More likely, she believes, we’re seeing the impact of technological change leading to more indoor recreational activities. Yes, TV, video games and the internet are to blame. “These technologies may well have been substituted for nature as a source of joy, recreation and entertainment,” she writes in the paper detailing this research in the journal Perspectives on Psychological Science.
So does this mean we care less about nature now? Not necessarily. “On the contrary, it is possible that concern for nature has increased over the period investigated, as pressing issues such as ozone layer depletion and global warming have made plain the fragility of nature,” says Dr Kesebir. Nonetheless, the paper’s authors believe we should be worried.
If the disappearance of nature vocabulary from cultural conversation reflects an actual distancing from nature, this means unrealised gains to human health and well-being. Not only that. Books, songs and films shape our culture as well as reflecting it, says Dr Kesebir. “The flagging cultural attention to nature means a muting of the message that nature is worth paying attention to and talking about. It also means a loss of opportunities to awaken curiosity, appreciation and awe for nature.”

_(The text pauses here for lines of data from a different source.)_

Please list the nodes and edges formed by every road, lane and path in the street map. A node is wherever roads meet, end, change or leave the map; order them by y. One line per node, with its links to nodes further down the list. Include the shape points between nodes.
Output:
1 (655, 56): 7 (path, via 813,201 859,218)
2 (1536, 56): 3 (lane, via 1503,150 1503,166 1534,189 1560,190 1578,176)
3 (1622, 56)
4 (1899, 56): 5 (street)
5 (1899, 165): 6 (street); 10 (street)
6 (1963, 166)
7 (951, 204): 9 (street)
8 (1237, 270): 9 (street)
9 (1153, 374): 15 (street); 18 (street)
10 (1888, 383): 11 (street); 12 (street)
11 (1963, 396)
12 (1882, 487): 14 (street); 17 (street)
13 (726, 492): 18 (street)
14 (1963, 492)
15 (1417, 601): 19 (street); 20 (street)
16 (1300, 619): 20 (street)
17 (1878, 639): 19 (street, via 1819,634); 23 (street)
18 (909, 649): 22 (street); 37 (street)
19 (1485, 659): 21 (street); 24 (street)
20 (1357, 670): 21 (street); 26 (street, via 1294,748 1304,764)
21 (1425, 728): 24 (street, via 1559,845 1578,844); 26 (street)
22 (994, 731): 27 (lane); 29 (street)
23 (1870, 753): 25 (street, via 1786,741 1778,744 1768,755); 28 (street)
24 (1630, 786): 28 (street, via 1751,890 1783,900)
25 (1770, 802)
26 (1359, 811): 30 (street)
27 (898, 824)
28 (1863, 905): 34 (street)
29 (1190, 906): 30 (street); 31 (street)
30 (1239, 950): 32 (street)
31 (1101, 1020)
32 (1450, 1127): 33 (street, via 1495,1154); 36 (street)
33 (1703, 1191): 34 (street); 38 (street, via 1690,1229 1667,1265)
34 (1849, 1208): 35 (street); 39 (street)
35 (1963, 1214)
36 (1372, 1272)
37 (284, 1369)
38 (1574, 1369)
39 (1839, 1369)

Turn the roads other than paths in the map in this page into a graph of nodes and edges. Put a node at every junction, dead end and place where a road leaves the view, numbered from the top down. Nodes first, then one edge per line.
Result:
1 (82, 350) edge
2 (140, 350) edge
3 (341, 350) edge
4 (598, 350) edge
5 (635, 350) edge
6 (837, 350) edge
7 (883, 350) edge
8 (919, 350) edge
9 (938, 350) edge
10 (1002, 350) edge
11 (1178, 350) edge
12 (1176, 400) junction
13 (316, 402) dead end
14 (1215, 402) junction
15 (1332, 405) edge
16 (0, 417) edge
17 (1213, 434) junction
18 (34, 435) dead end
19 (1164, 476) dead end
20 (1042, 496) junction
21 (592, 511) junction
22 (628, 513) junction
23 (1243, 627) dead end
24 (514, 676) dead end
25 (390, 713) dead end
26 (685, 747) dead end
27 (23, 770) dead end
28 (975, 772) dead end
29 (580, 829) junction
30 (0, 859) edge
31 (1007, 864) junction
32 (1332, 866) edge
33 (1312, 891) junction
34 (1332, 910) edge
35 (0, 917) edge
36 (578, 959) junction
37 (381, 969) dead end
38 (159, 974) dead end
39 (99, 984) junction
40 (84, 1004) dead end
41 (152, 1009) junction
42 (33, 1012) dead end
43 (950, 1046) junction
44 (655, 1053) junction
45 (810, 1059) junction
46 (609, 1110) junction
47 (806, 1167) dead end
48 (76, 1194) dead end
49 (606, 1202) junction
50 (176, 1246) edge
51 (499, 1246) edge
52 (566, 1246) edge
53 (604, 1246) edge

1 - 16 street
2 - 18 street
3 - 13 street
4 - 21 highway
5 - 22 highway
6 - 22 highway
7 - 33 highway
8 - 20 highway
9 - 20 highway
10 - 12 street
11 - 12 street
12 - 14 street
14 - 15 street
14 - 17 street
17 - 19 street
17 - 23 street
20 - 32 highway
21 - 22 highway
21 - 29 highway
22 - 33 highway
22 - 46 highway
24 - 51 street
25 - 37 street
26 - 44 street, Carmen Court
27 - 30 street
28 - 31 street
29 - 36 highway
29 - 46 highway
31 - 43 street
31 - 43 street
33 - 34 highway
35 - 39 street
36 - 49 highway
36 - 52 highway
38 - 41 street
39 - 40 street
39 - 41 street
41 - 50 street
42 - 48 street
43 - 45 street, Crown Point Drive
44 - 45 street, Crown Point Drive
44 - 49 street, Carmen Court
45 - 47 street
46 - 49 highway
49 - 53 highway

This ties in with executives’ rising stress levels and “busyness” – the rush to get things done that often results in very little getting done, which Richard Jolly, Adjunct Professor of Organisational Behaviour at LBS, calls “hurry sickness”. Being in nature has been shown to help reduce anxiety, brooding and stress, and increase our capacity for maintaining concentration, creativity as well as our ability to connect with others – probably making us more productive in the process. It’s time to put it back on the agenda.
So what can be done? For a start, business leaders could make an effort to get the most out of their employees through renewing their contact with nature. One way, Dr Kesebir suggests, is to make sure that workplaces are designed to bring the outside in – if not literally, then at least visually. Plants in the office are good. And it would be useful to give thought to what can be seen from one’s desk. “A study suggests that when office workers can see green areas from their windows they are partly buffered from work stress,” she says.
Architects are also increasingly interested in biophilic design, which aims to create built environments that give people the same physical, psychological and emotional benefits that we experience when we walk through a forest. Imagine walking into the office and getting that same boost to the soul.
Beyond that, think about the kind of activities you organise for the people in your organisation. What do you encourage them to do when they’re not at work – and when they are? It’s time companies found a way to harness the health-giving power of nature.